First, her touchpad went out, and she realized that something was very wrong. Still she kept dabbing, and then the screen filled with static. Her face filled with horror as she realized her motherboard was shorting out.

When she was on her knees, shaking her fists toward the ceiling and sobbing 'why, why, why??', we knew that we'd won. But we did not rejoice.

I must stop writing now, because I hear her footsteps coming to surrender, and to liberate us. So I will sign off now, refusing to gloat in my triumph.

Wait, what's happening? She's doing something on her smart phone...she's posting an ad on Craig's List...if I could just...make out what it says...wait...

"Four cats seek loving homes. $50 per cat--we pay you."


[Human note: This is a dramatization of a TRUE story. Well, except for the Craig's List part. But yes, my computer is dead, and I have to buy a new one. I love my cats. I love my cats. I love my cats...]


  1. OMG! I think I would have cried. You did a brilliant job of partaking the cat's perspective.

    1. Let's just say that feels of all sorts were involved, lol. Somehow I never thought that the hidden cost of new pipes would be another new computer. The worst part was, for a brief time, the hard drive looked like we weren't going to be able to retrieve the data. Luckily, it was repairable enough to get what I needed off of it. I back-up most things pretty religiously, but I hadn't put the day before's work on my cloud, and I hadn't backed up my nail videos (I have about 6 waiting to go). It wouldn't have been a complete disaster in terms of data loss, but it wouldn't have been fun. :(

  2. Oh gosh.. I greatly admire your ability to find humour in this situation, but this is just.. gah, it just shows your grand love for your furry ones & your patience. :) *hug*

    1. 'Gah' is definitely right, lol. I did take a few moments to fantasize about shaving them and giving them funny-looking mohawks...I think I might have even threatened them with it...and then I realized that I just learned the hard way that never again will any liquid be in spilling range of my computer again, lol. I should have known better and I certainly do now. :)

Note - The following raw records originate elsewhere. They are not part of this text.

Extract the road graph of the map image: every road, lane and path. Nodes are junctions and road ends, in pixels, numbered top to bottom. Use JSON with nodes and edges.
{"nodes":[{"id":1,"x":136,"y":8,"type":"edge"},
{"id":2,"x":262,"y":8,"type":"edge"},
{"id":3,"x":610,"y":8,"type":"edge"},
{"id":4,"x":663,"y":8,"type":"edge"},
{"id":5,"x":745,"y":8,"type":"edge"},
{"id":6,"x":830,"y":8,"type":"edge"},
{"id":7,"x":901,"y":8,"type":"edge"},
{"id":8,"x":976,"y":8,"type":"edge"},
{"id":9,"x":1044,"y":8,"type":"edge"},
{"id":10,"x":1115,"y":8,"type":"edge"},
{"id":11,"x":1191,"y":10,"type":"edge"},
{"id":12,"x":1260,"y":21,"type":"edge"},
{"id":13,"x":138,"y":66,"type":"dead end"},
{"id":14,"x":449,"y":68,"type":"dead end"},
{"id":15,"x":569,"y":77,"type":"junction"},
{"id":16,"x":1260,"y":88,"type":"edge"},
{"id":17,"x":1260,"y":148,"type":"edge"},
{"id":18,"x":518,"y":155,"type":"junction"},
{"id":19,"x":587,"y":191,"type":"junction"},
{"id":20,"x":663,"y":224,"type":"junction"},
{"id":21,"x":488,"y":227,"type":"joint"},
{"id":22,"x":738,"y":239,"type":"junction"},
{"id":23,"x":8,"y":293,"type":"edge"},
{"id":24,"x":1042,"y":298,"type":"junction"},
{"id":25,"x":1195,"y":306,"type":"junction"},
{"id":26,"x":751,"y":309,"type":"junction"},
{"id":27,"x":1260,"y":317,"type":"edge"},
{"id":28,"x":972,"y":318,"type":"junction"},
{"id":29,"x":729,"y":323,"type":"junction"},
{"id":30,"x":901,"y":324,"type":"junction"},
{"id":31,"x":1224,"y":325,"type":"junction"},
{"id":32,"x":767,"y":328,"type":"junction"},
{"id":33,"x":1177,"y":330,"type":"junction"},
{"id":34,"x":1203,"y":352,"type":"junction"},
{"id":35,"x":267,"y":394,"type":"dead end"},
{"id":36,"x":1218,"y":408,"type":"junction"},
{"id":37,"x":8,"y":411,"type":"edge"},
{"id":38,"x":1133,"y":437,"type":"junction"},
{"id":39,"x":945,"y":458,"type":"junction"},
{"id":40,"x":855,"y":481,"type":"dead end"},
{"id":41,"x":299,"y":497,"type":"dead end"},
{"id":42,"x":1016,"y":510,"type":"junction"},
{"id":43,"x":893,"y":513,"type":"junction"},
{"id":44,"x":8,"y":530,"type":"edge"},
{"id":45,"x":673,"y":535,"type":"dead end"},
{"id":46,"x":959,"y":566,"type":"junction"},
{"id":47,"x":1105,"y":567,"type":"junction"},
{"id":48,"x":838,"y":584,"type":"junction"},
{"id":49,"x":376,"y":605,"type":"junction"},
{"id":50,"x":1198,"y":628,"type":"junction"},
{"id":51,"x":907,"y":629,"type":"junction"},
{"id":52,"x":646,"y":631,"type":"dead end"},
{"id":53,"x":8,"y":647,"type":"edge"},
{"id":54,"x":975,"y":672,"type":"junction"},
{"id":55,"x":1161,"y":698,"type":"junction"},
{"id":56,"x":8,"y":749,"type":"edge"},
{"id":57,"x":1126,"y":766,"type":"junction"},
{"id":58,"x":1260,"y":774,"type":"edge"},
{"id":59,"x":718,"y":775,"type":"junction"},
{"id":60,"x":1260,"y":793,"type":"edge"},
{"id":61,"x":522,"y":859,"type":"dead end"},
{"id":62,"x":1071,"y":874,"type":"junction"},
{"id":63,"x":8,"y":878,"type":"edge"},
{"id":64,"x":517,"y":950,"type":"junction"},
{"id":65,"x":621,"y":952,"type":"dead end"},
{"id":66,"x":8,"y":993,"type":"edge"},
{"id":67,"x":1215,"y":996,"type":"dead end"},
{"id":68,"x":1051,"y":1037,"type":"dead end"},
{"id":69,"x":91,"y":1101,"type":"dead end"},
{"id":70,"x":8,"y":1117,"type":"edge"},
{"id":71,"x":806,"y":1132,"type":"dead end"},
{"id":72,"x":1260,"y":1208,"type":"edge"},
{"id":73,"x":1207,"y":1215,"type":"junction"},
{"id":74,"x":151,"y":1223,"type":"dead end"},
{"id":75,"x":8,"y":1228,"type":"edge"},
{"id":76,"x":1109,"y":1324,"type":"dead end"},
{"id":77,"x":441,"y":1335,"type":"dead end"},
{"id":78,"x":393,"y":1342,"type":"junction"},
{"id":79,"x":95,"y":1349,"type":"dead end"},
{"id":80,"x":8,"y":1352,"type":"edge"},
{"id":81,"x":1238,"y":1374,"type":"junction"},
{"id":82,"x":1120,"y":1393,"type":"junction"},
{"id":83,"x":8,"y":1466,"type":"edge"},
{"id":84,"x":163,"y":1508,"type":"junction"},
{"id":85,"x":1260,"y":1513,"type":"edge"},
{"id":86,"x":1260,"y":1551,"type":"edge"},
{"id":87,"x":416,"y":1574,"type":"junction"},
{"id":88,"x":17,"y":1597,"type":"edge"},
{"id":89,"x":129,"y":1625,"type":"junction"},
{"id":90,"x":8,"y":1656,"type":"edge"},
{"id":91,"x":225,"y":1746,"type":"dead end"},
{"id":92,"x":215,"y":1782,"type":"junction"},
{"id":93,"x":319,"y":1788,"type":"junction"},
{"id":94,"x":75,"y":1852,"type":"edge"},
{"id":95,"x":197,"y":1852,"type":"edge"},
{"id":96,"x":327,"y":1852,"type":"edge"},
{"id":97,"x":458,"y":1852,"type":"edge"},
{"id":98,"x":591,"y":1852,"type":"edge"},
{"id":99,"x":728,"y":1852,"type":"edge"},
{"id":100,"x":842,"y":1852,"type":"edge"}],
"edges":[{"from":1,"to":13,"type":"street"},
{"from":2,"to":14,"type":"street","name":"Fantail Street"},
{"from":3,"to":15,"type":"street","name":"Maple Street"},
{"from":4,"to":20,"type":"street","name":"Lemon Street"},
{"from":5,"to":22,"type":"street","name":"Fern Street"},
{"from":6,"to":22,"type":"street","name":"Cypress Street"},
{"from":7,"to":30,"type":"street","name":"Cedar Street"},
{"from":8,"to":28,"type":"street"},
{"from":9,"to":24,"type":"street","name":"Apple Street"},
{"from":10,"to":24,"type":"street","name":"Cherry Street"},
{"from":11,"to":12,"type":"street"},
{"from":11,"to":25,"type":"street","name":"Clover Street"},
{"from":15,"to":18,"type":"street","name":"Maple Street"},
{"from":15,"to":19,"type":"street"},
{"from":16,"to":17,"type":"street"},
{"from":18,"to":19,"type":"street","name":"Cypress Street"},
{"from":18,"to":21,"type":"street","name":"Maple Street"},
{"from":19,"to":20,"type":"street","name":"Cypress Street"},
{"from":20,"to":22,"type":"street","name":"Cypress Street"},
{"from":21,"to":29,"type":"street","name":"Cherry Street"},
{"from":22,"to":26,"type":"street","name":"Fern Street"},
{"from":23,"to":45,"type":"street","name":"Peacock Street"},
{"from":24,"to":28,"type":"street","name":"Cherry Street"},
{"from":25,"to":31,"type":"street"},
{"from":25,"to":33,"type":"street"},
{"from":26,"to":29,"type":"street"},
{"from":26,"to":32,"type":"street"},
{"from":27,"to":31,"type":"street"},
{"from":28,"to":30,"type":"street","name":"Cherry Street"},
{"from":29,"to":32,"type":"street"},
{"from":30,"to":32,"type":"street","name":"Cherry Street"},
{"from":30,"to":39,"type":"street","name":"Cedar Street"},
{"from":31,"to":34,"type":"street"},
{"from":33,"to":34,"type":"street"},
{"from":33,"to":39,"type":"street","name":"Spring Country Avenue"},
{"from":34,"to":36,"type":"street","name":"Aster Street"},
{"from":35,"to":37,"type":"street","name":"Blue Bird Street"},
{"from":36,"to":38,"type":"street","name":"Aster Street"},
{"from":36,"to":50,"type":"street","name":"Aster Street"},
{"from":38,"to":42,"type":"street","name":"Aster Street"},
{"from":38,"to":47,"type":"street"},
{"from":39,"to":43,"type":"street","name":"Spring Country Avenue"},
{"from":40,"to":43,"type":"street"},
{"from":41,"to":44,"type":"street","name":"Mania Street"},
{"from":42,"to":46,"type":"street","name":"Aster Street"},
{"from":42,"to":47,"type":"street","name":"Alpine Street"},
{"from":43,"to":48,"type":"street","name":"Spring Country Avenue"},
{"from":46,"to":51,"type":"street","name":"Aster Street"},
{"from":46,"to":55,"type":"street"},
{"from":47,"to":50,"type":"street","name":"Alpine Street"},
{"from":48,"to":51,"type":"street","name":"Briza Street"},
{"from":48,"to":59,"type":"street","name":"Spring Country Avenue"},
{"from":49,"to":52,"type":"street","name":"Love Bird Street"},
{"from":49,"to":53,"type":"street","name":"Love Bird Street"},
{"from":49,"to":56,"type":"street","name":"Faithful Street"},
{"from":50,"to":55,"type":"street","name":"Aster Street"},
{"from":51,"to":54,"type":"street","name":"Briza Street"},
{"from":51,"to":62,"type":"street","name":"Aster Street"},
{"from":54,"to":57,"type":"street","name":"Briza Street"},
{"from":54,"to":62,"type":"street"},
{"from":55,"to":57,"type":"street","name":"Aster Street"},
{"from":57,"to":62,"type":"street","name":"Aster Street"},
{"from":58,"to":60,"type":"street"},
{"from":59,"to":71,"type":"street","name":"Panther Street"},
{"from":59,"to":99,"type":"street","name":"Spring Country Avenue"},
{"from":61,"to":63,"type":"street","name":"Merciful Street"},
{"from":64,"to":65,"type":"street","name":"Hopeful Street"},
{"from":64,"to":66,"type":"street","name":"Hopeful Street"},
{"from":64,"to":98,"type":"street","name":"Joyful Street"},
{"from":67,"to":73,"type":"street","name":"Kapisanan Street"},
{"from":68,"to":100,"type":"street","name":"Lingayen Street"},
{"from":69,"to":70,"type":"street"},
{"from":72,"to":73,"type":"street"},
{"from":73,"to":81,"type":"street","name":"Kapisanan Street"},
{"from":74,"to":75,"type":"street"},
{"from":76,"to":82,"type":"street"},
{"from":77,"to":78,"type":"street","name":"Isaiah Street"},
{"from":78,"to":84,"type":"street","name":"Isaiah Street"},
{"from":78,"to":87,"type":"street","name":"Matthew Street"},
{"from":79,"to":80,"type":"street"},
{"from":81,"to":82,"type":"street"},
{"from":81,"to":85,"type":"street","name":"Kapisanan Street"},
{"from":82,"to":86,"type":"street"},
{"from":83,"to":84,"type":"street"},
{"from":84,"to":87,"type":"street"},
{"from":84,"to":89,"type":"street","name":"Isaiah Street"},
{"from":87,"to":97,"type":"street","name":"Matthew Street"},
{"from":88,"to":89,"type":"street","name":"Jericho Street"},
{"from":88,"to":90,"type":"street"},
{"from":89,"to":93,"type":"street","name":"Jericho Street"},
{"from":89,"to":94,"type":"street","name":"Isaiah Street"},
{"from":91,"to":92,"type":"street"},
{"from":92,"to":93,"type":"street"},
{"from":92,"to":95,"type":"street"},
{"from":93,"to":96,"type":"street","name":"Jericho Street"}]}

  3. Seen the movie Cats and Dogs ?
    This is kinda like that. The story seen from the Cats perspective.
    Now, if we only knew what the dog was up to while all this happened to his beloved Mommy...

    Love your stories Mishka, keep up the good work. :)

    1. ROFL!!!! You know, I did see that ages ago. I took my nieces and nephews to it. I remember one very evil cat, voiced by Sean Hayes maybe? Anyway, I would write a piece from the dog's perspective, but I have a feeling it would pretty much be a continual loop of this: "Gee, I wish I had more food...I think I'll chew on my toy...gee I wish I had more foo--BIRD!--Gee I wish I had more food....I think I'll chew on my toy..." lol!